U.S. import prices rose 0.3% in June after increases of 1.7% in May and 2.1% in April, according to the Bureau of Labor Statistics. The monthly gain came from nonfuel imports, which rose 0.4%, while fuel import prices fell 0.4%.
The detail matters for investors and policymakers. Import petroleum prices dropped 0.7% in June, but higher prices for industrial supplies, capital goods, and consumer goods excluding autos pushed the broader index higher. BLS reported that all import prices stood 7.1% above their June 2025 level, the largest 12-month rise since August 2022.
Nonfuel goods carried the monthly increase
Nonfuel industrial supplies and materials rose 1.2% in June after a 1.0% increase in May. BLS attributed the gain to chemicals and finished nonmetals, which offset lower prices for major nonferrous metals. The category rose 12.5% over the year when fuel is excluded, while durable industrial supplies increased 17.0%.
Capital-goods import prices increased 0.4% during the month. Higher prices for computers, peripherals, semiconductors, industrial and service machinery, and scientific and medical machinery drove that move. These categories sit early in corporate investment chains, so import costs can affect equipment budgets before companies report the pressure in margins or final selling prices.
Consumer goods excluding autos gained 0.3%, their fifth consecutive monthly increase. Apparel, footwear, and household goods led the advance. Import prices for automotive vehicles, parts, and engines edged down 0.1%, while food, feed, and beverage prices fell 0.2%. Those declines narrowed the monthly increase without reversing it.

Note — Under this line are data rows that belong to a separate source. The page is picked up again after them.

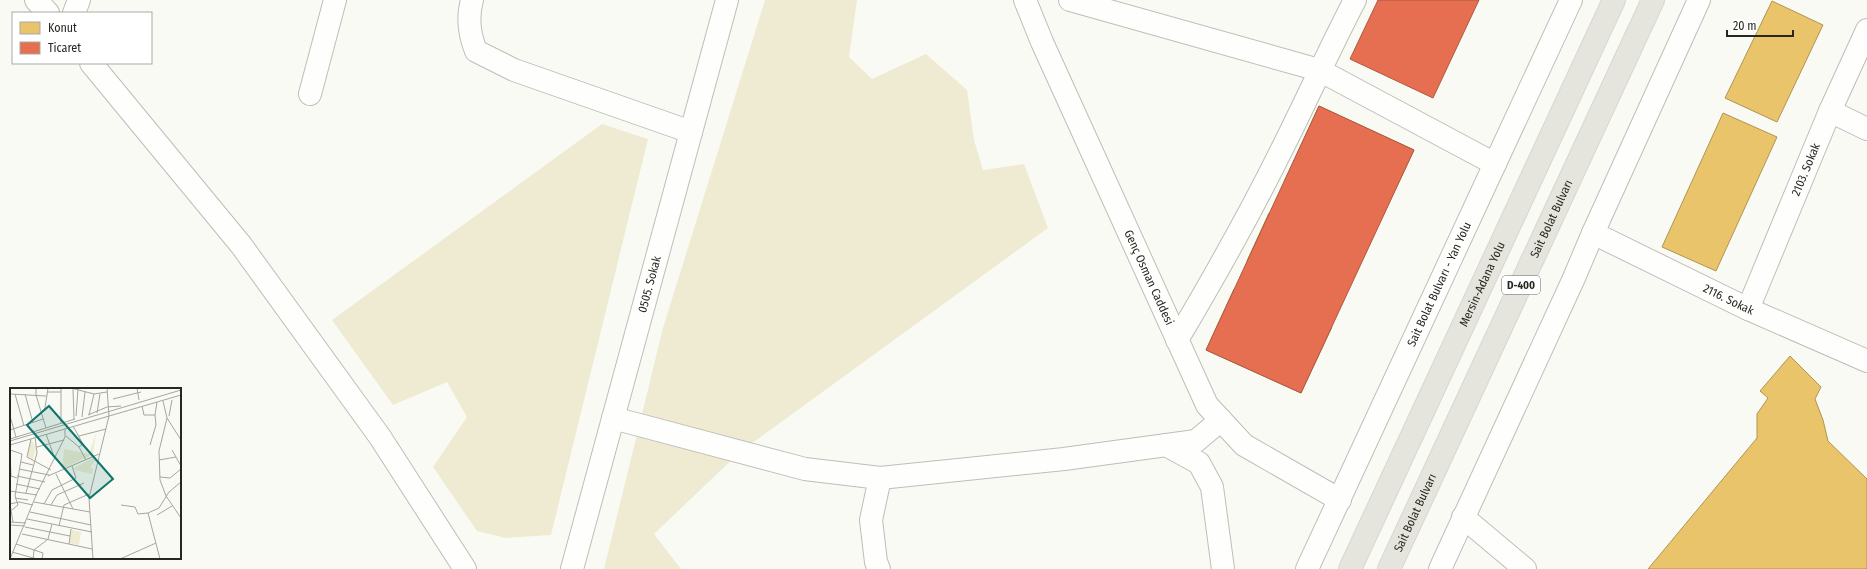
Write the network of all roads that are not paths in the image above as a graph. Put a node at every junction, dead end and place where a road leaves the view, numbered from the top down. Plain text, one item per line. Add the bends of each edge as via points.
1 (36, 0) edge
2 (79, 0) edge
3 (335, 0) edge
4 (472, 0) edge
5 (727, 0) edge
6 (1026, 0) edge
7 (1070, 0) edge
8 (1355, 0) edge
9 (1571, 0) edge
10 (1614, 0) edge
11 (1654, 0) edge
12 (1699, 0) edge
13 (47, 12) edge
14 (74, 12) edge
15 (1867, 30) edge
16 (92, 64) edge
17 (1319, 70) junction
18 (310, 94) dead end
19 (1830, 111) junction
20 (1867, 129) edge
21 (691, 132) junction
22 (1495, 164) junction
23 (1593, 233) junction
24 (1748, 309) junction
25 (1177, 340) junction
26 (1867, 361) edge
27 (613, 418) junction
28 (1221, 420) junction
29 (1166, 445) junction
30 (880, 478) junction
31 (1340, 500) junction
32 (1464, 517) junction
33 (464, 569) edge
34 (572, 569) edge
35 (879, 569) edge
36 (1223, 569) edge
37 (1307, 569) edge
38 (1350, 569) edge
39 (1389, 569) edge
40 (1440, 569) edge
41 (1525, 569) edge

1 - 13 street
2 - 14 street
3 - 18 street
4 - 21 street via 469,11 470,34 476,51 514,70
5 - 21 street, 0505. Sokak
6 - 25 street, Genç Osman Caddesi via 1045,49
7 - 17 street
8 - 17 street
9 - 22 street, Sait Bolat Bulvarı - Yan Yolu
10 - 38 highway, Mersin-Adana Yolu / D-400
11 - 39 highway, Sait Bolat Bulvarı / D-400
12 - 23 street
15 - 19 street, 2103. Sokak
16 - 33 street via 241,245 380,437
17 - 22 street
17 - 25 street via 1284,145 1224,260
19 - 20 street
19 - 24 street, 2103. Sokak
21 - 27 street, 0505. Sokak
22 - 31 street, Sait Bolat Bulvarı - Yan Yolu
23 - 24 street, 2116. Sokak
23 - 32 street
24 - 26 street, 2116. Sokak
25 - 28 street, Genç Osman Caddesi via 1207,405
27 - 30 street via 805,469
27 - 34 street, 0505. Sokak
28 - 29 street via 1196,441
28 - 31 street, Genç Osman Caddesi via 1244,445
29 - 30 street via 1064,459
29 - 36 street via 1199,463 1212,487
30 - 35 street via 872,520
31 - 37 street, Sait Bolat Bulvarı - Yan Yolu
32 - 40 street
32 - 41 street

Fuel eased, but the annual picture remains sharp
Fuel and lubricant import prices fell 0.4% in June after a 12.6% increase in May. Lower petroleum prices outweighed a 9.2% rise in import natural-gas prices. Over 12 months, fuel and lubricant prices still rose 44.1%, and petroleum import prices rose 45.4%.
The contrast between the monthly fuel decline and higher nonfuel prices helps explain why the headline import index rose even as energy costs eased. It also separates June’s import data from the consumer-price release. The June Consumer Price Index fell 0.4% on a seasonally adjusted basis, led by a 5.7% drop in energy prices. Food rose 0.2% and shelter also increased. The two reports measure different points in the pricing chain, yet they describe the same June split: lower energy costs alongside gains in several non-energy categories.

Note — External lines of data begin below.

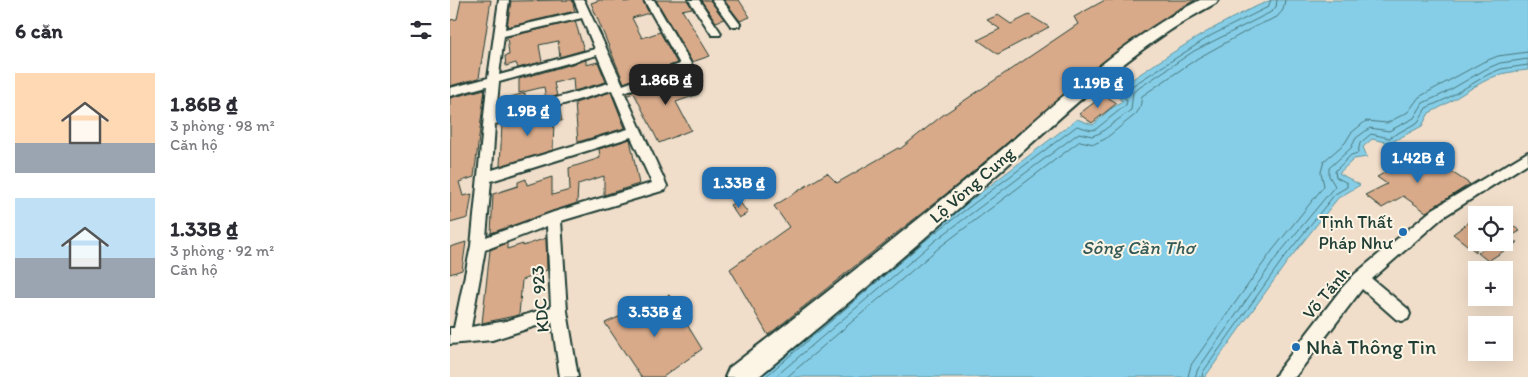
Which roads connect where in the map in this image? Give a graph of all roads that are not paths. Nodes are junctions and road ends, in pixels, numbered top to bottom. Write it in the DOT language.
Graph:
graph roads {
  1 [pos="504,0"];
  2 [pos="580,0"];
  3 [pos="649,0"];
  4 [pos="694,0"];
  5 [pos="717,0"];
  6 [pos="1211,0"];
  7 [pos="585,14"];
  8 [pos="735,24"];
  9 [pos="716,33"];
  10 [pos="498,34"];
  11 [pos="600,51"];
  12 [pos="685,66"];
  13 [pos="493,80"];
  14 [pos="695,81"];
  15 [pos="618,88"];
  16 [pos="450,92"];
  17 [pos="490,121"];
  18 [pos="635,131"];
  19 [pos="1528,157"];
  20 [pos="486,177"];
  21 [pos="554,218"];
  22 [pos="478,246"];
  23 [pos="1361,279"];
  24 [pos="560,311"];
  25 [pos="1402,314"];
  26 [pos="455,336"];
  27 [pos="569,377"];
  28 [pos="738,377"];
  29 [pos="1284,377"];
  1 -- 10 [label="street"];
  2 -- 7 [label="street"];
  3 -- 12 [label="street"];
  4 -- 9 [label="street"];
  5 -- 8 [label="street"];
  6 -- 28 [label="main road, Lộ Vòng Cung"];
  7 -- 10 [label="street"];
  7 -- 11 [label="street"];
  10 -- 13 [label="street"];
  11 -- 13 [label="street"];
  11 -- 15 [label="street"];
  12 -- 14 [label="street"];
  12 -- 15 [label="street"];
  13 -- 16 [label="street"];
  13 -- 17 [label="street"];
  15 -- 17 [label="street"];
  15 -- 18 [label="street"];
  17 -- 20 [label="street"];
  18 -- 20 [label="street"];
  18 -- 21 [label="street"];
  19 -- 23 [label="street, Võ Tánh"];
  20 -- 22 [label="street"];
  21 -- 22 [label="street"];
  21 -- 24 [label="street, KDC 923"];
  22 -- 26 [label="street"];
  23 -- 25 [label="street"];
  23 -- 29 [label="street, Võ Tánh"];
  24 -- 26 [label="street"];
  24 -- 27 [label="street, KDC 923"];
}
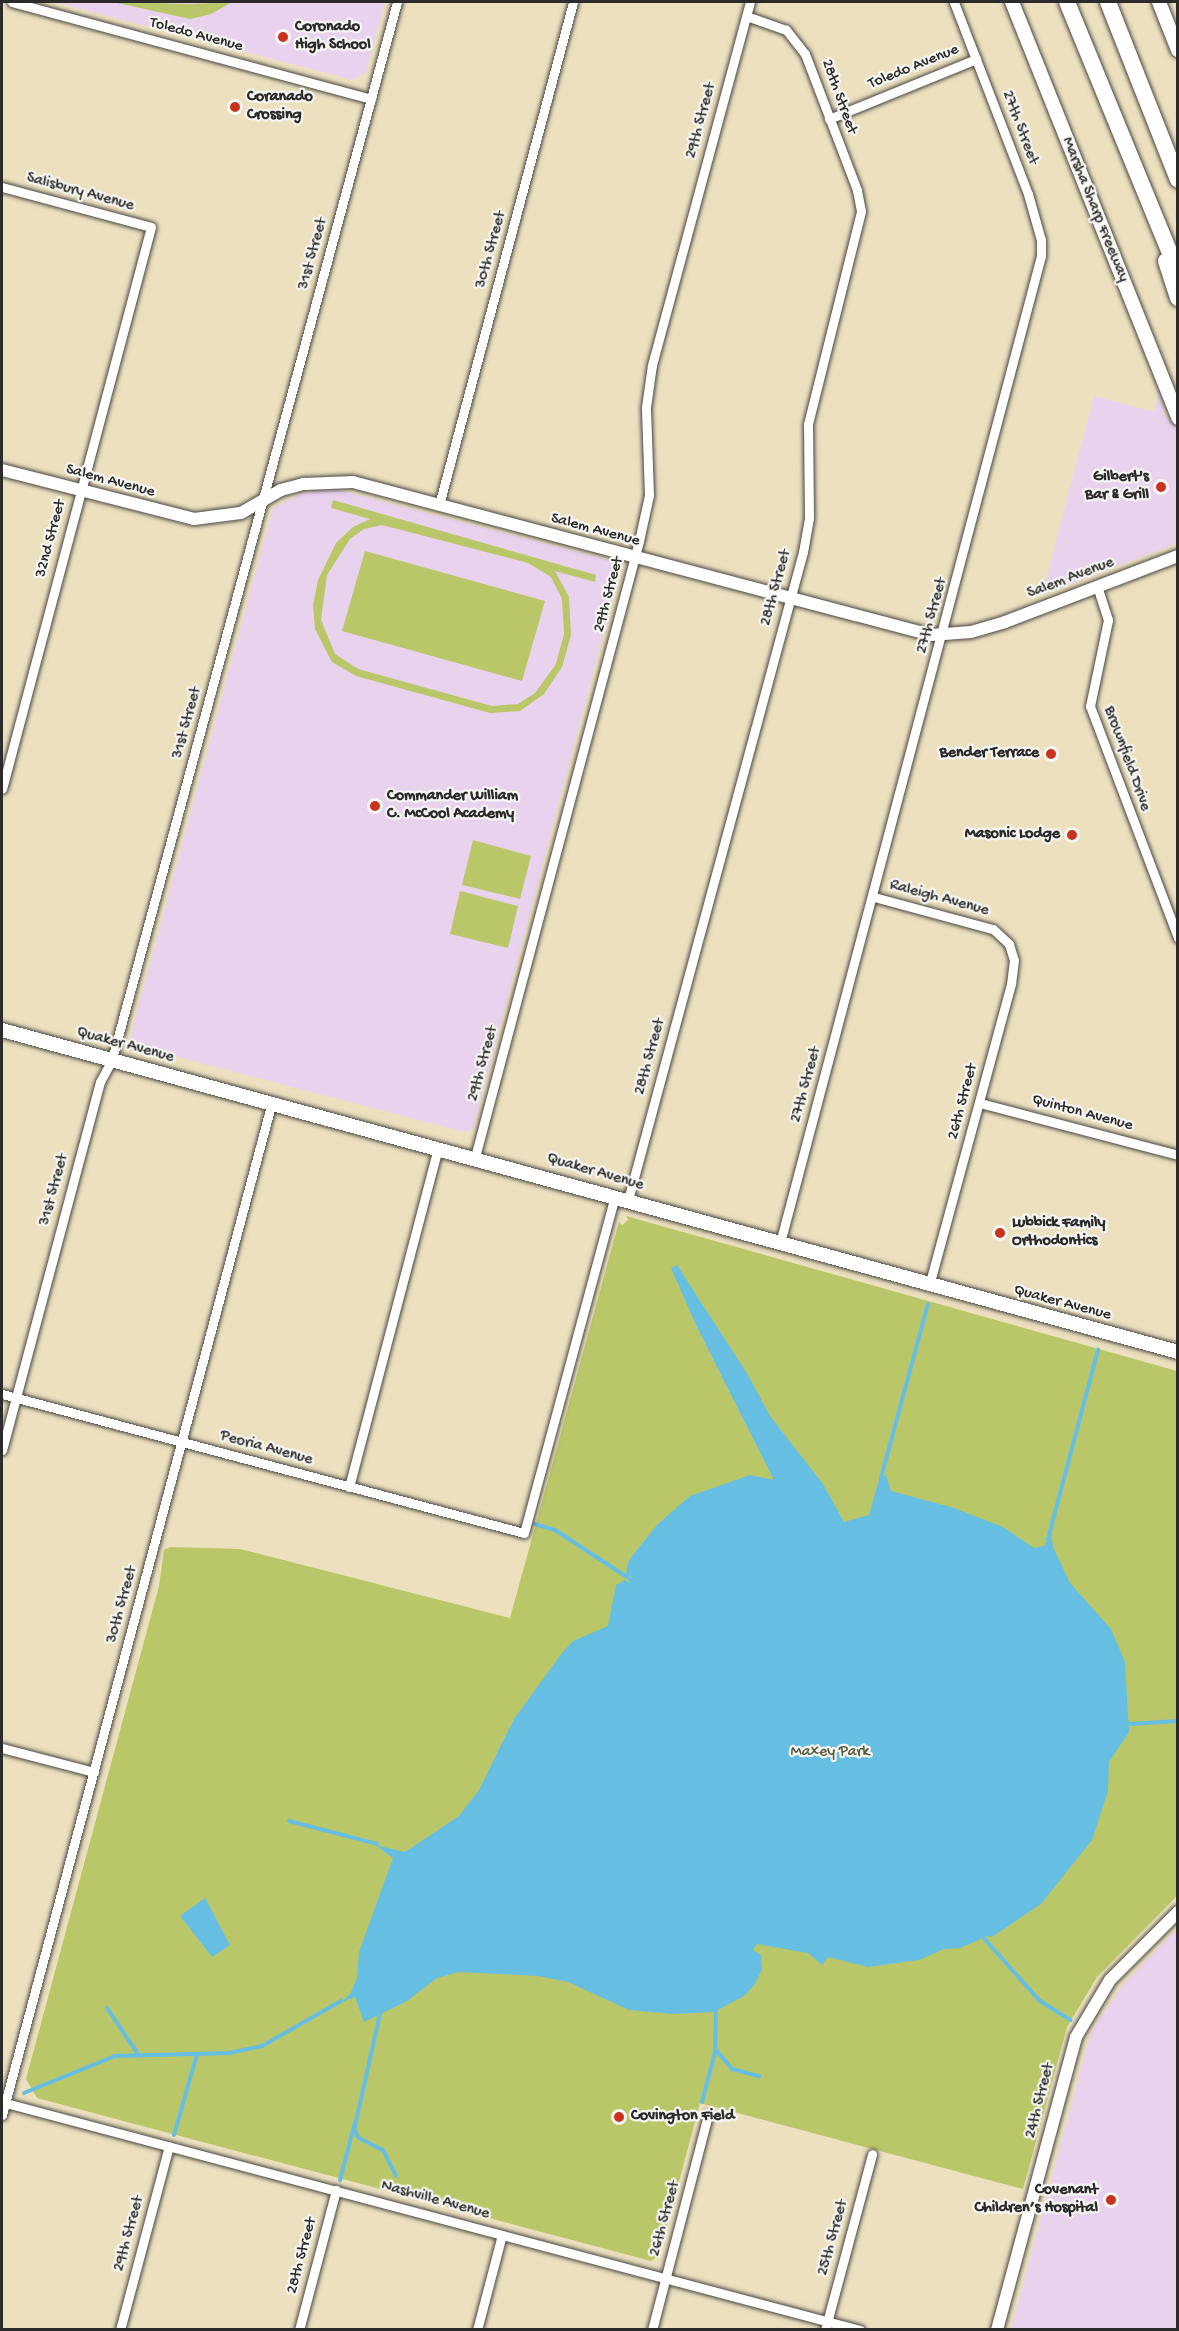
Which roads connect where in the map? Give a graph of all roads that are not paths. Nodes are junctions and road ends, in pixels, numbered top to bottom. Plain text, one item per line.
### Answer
1 (12, 2) edge
2 (397, 2) edge
3 (573, 2) edge
4 (750, 2) edge
5 (954, 2) edge
6 (1012, 2) edge
7 (1066, 2) edge
8 (1108, 2) edge
9 (1159, 2) edge
10 (746, 15) junction
11 (1178, 50) edge
12 (976, 59) junction
13 (371, 99) junction
14 (830, 119) junction
15 (1136, 169) junction
16 (1178, 180) edge
17 (2, 188) edge
18 (151, 227) joint
19 (1178, 272) edge
20 (1178, 298) edge
21 (1178, 418) edge
22 (2, 470) edge
23 (80, 491) junction
24 (264, 498) junction
25 (439, 505) junction
26 (1178, 555) edge
27 (635, 558) junction
28 (1097, 586) junction
29 (790, 599) junction
30 (943, 636) junction
31 (2, 789) edge
32 (874, 897) junction
33 (996, 930) joint
34 (1178, 938) edge
35 (2, 1030) edge
36 (112, 1059) junction
37 (272, 1102) junction
38 (980, 1103) junction
39 (438, 1147) junction
40 (1178, 1155) edge
41 (475, 1157) junction
42 (622, 1198) junction
43 (780, 1243) junction
44 (929, 1286) junction
45 (1178, 1352) edge
46 (2, 1394) edge
47 (15, 1398) junction
48 (182, 1442) junction
49 (2, 1450) edge
50 (349, 1487) junction
51 (524, 1533) joint
52 (2, 1748) edge
53 (94, 1772) junction
54 (1178, 1912) edge
55 (3, 2102) edge
56 (2, 2115) edge
57 (708, 2115) dead end
58 (169, 2146) junction
59 (872, 2154) dead end
60 (336, 2190) junction
61 (502, 2235) junction
62 (666, 2278) junction
63 (826, 2325) edge
64 (120, 2330) edge
65 (299, 2330) edge
66 (477, 2330) edge
67 (652, 2330) edge
68 (860, 2330) edge
69 (998, 2330) edge

1 - 13 street, Toledo Avenue
2 - 13 street, 31st Street
3 - 25 street, 30th Street
4 - 10 street, 29th Street
5 - 12 street, 27th Street
6 - 21 main road, Marsha Sharp Freeway
7 - 15 highway
8 - 16 highway
9 - 11 main road
10 - 14 street, 28th Street
10 - 27 street, 29th Street
12 - 14 street, Toledo Avenue
12 - 30 street, 27th Street
13 - 24 street, 31st Street
14 - 29 street, 28th Street
15 - 19 highway
15 - 20 highway
17 - 18 street, Salisbury Avenue
18 - 23 street, 32nd Street
22 - 23 street, Salem Avenue
23 - 24 street, Salem Avenue
23 - 31 street, 32nd Street
24 - 25 street, Salem Avenue
24 - 36 street, 31st Street
25 - 27 street, Salem Avenue
26 - 28 street, Salem Avenue
27 - 29 street, Salem Avenue
27 - 41 street, 29th Street
28 - 30 street, Salem Avenue
28 - 34 street, Brownfield Drive
29 - 30 street, Salem Avenue
29 - 42 street, 28th Street
30 - 32 street, 27th Street
32 - 33 street, Raleigh Avenue
32 - 43 street, 27th Street
33 - 38 street, 26th Street
35 - 36 main road, Quaker Avenue
36 - 37 main road, Quaker Avenue
36 - 47 street, 31st Street
37 - 39 main road, Quaker Avenue
37 - 48 street, 30th Street
38 - 40 street, Quinton Avenue
38 - 44 street, 26th Street
39 - 41 main road, Quaker Avenue
39 - 50 street
41 - 42 main road, Quaker Avenue
42 - 43 main road, Quaker Avenue
42 - 51 street, 28th Street
43 - 44 main road, Quaker Avenue
44 - 45 main road, Quaker Avenue
46 - 47 street, Peoria Avenue
47 - 48 street, Peoria Avenue
47 - 49 street, 31st Street
48 - 50 street, Peoria Avenue
48 - 53 street, 30th Street
50 - 51 street, Peoria Avenue
52 - 53 street
53 - 55 street, 30th Street
54 - 69 street, 24th Street
55 - 56 street, 30th Street
55 - 58 street, Nashville Avenue
57 - 62 street, 26th Street
58 - 60 street, Nashville Avenue
58 - 64 street, 29th Street
59 - 63 street, 25th Street
60 - 61 street, Nashville Avenue
60 - 65 street, 28th Street
61 - 62 street, Nashville Avenue
61 - 66 street
62 - 63 street, Nashville Avenue
62 - 67 street, 26th Street
63 - 68 street, Nashville Avenue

Producer prices moved in another direction. The Producer Price Index for final demand fell 0.3% in June, pulled down by a 1.4% fall in final-demand goods. The index excluding food, energy, and trade services still increased 0.1% after an 0.8% jump in May. Investors should avoid treating these releases as interchangeable: each covers a different basket, pricing stage, and seasonal-adjustment method.

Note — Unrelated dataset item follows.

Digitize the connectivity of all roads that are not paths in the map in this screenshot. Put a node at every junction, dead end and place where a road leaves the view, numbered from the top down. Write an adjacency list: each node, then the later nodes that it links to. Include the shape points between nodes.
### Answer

Trade-price moves varied by origin
BLS reported a 0.9% increase in import prices from China, the largest monthly advance in that series since January 2008. Imports from Mexico rose 0.1% and imports from Canada rose 1.2%. Prices for imports from Japan fell 0.6%, while prices from the European Union slipped 0.1%.
Those differences show why a single import-price headline cannot identify a single source of pressure. Exchange rates, energy costs, product mix, and supplier pricing can pull country indexes in different directions. The release does not assign the June move to one policy action or one trade relationship. That restraint matters because the data measure price changes for U.S. imports, not tariff revenue, retail prices, or corporate markups.
Export prices fell 0.6% in June, their first monthly decline since May 2025. Nonagricultural export prices fell 0.7%, while agricultural export prices rose 0.2%. Over the year, total export prices increased 10.2%. For globally exposed manufacturers, a weaker monthly export-price index can reflect a different set of conditions than rising imported input costs.
What markets can take from the release
The June report gives central-bank watchers another reason to separate energy relief from underlying goods costs. A lower fuel bill can reduce headline inflation measures, while higher prices for imported machinery, electronics, household goods, and industrial materials can keep cost pressure present in supply chains.
Credit analysts can focus on firms with imported components, thin gross margins, and near-term refinancing needs. A company that cannot pass through higher equipment or input costs may face weaker cash generation. Sovereign-risk analysts can watch countries with large export exposure to U.S. demand, since the BLS data also recorded different price movements by trading partner. Portfolio managers can test whether sector earnings assumptions already reflect higher costs for capital goods and consumer imports.
Analyst’s View
June’s 0.3% increase does not establish a new inflation trend by itself. The report follows two large monthly gains, and BLS notes that its import-price data can be revised during the following three months. The stronger signal sits in the breadth of nonfuel increases: industrial inputs, capital goods, and consumer goods excluding autos all moved higher in the same release.
Markets now need the next few releases to test persistence. If fuel prices remain lower while nonfuel import costs keep rising, headline consumer inflation could look calmer than the cost pressure facing manufacturers, retailers, and capital-spending plans. If the nonfuel gains fade, June will read as a short-lived adjustment after the spring surge. The July import-price report is scheduled for August 18.